With the line that contains "edge per line." as the final line, return every line from the start of the data below exactly.
··· ENTRIES PROVIDED
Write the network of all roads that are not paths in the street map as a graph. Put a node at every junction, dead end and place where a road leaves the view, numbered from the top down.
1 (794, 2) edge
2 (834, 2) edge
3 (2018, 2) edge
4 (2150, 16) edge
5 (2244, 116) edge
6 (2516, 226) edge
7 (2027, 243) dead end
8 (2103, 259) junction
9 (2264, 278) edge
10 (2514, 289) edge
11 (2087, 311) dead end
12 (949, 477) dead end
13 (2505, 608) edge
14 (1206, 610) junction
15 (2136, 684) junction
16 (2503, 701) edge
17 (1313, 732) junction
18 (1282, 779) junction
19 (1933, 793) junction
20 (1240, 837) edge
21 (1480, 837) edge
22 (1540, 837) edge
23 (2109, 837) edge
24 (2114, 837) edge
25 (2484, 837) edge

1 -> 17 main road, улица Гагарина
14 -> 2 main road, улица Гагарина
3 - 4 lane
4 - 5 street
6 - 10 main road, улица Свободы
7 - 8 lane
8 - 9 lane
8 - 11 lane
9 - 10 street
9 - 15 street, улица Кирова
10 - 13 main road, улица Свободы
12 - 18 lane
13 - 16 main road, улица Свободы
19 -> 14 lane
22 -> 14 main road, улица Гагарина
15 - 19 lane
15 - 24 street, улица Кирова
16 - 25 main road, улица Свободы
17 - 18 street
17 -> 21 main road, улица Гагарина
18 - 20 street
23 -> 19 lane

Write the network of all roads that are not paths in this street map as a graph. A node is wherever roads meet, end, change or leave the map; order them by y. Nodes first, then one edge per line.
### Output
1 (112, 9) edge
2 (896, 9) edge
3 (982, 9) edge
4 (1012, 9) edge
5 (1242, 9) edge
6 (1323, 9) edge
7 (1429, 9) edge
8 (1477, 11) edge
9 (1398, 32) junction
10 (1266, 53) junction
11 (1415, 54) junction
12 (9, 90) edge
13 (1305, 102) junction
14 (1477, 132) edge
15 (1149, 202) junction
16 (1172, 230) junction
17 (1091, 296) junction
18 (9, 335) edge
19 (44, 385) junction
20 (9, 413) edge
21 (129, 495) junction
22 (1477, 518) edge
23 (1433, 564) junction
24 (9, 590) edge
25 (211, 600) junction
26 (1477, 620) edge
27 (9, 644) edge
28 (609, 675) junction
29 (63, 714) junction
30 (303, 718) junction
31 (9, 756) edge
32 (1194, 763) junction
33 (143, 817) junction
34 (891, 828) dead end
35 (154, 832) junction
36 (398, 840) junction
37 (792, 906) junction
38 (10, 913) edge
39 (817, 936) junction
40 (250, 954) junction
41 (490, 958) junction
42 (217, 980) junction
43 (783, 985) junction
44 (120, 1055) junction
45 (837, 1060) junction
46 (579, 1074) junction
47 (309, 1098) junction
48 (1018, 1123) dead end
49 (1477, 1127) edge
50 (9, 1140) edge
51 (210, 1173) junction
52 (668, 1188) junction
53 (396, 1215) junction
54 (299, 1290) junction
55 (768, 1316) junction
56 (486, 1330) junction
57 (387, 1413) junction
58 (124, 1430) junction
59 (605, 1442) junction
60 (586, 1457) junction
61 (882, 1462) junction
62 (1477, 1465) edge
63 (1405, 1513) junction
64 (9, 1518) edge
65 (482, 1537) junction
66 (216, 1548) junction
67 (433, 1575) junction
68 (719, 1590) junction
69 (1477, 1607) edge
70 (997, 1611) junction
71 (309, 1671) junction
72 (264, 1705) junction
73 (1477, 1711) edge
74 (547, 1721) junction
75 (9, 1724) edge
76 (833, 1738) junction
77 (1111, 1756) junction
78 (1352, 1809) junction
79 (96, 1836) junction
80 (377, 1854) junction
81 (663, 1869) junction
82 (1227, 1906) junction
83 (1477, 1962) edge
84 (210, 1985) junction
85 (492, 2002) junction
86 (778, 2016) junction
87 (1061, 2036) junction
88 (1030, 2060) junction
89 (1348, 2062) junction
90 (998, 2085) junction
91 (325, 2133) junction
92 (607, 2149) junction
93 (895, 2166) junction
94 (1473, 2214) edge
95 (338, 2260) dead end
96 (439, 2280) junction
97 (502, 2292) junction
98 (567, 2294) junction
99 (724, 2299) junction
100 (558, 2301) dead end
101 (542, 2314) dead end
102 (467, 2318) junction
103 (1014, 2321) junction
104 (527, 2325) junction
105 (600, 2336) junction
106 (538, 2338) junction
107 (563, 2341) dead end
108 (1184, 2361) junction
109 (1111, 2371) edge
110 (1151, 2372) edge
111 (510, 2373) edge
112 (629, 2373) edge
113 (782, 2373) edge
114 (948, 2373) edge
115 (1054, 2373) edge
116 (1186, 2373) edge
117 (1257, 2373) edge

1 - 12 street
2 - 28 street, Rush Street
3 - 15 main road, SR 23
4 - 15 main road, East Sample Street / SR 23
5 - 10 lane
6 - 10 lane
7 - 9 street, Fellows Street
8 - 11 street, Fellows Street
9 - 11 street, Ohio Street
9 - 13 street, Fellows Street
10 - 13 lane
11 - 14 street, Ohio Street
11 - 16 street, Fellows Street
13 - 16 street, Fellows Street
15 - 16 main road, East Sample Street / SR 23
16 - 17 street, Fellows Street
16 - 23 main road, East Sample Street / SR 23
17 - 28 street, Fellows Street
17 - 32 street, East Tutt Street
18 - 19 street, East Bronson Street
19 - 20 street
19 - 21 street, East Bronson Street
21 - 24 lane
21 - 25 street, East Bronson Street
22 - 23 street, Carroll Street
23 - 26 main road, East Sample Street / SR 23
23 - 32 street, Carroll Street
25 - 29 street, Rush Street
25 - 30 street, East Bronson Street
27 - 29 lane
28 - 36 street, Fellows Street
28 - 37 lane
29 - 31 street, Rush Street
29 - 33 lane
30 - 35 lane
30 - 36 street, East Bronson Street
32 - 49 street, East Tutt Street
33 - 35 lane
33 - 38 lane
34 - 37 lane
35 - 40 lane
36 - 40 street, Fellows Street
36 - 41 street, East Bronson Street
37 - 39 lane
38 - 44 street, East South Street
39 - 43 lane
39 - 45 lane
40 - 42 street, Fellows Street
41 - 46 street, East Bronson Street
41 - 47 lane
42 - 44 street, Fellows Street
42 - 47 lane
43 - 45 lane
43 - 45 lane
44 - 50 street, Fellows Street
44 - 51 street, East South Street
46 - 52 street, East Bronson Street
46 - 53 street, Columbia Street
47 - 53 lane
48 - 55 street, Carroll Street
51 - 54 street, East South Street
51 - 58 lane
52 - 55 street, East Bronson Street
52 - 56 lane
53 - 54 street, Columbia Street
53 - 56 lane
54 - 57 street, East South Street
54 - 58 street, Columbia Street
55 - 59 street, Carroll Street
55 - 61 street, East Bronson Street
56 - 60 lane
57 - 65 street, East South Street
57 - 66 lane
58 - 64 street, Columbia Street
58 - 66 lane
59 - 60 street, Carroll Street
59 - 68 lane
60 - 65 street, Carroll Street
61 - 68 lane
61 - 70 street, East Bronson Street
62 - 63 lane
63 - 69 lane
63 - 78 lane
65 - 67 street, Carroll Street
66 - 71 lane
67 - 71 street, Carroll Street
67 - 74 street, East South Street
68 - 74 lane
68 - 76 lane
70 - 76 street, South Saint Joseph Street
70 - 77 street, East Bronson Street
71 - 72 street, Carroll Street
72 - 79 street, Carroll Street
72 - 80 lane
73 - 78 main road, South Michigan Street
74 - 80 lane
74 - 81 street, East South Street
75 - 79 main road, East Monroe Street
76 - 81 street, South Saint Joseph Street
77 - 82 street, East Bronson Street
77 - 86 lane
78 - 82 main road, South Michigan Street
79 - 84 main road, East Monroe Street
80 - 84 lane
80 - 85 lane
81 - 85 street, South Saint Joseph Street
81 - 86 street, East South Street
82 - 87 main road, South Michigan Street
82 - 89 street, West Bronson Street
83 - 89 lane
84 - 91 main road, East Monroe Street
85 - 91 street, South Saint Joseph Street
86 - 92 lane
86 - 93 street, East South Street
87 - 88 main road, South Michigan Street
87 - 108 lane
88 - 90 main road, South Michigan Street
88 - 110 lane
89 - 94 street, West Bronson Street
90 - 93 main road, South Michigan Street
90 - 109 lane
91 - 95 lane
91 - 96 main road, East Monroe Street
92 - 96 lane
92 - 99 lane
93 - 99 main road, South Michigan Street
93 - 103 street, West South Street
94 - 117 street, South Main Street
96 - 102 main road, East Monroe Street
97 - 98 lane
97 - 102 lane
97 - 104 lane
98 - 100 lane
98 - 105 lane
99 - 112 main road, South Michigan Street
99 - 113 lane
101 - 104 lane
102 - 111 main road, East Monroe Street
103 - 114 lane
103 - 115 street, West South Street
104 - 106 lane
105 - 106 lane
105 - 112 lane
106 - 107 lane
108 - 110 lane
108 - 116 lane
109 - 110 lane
······
RESULT FOR THIS EXERCISE:
Write the network of all roads that are not paths in the street map as a graph. Put a node at every junction, dead end and place where a road leaves the view, numbered from the top down.
1 (794, 2) edge
2 (834, 2) edge
3 (2018, 2) edge
4 (2150, 16) edge
5 (2244, 116) edge
6 (2516, 226) edge
7 (2027, 243) dead end
8 (2103, 259) junction
9 (2264, 278) edge
10 (2514, 289) edge
11 (2087, 311) dead end
12 (949, 477) dead end
13 (2505, 608) edge
14 (1206, 610) junction
15 (2136, 684) junction
16 (2503, 701) edge
17 (1313, 732) junction
18 (1282, 779) junction
19 (1933, 793) junction
20 (1240, 837) edge
21 (1480, 837) edge
22 (1540, 837) edge
23 (2109, 837) edge
24 (2114, 837) edge
25 (2484, 837) edge

1 -> 17 main road, улица Гагарина
14 -> 2 main road, улица Гагарина
3 - 4 lane
4 - 5 street
6 - 10 main road, улица Свободы
7 - 8 lane
8 - 9 lane
8 - 11 lane
9 - 10 street
9 - 15 street, улица Кирова
10 - 13 main road, улица Свободы
12 - 18 lane
13 - 16 main road, улица Свободы
19 -> 14 lane
22 -> 14 main road, улица Гагарина
15 - 19 lane
15 - 24 street, улица Кирова
16 - 25 main road, улица Свободы
17 - 18 street
17 -> 21 main road, улица Гагарина
18 - 20 street
23 -> 19 lane

Write the network of all roads that are not paths in this street map as a graph. A node is wherever roads meet, end, change or leave the map; order them by y. Nodes first, then one edge per line.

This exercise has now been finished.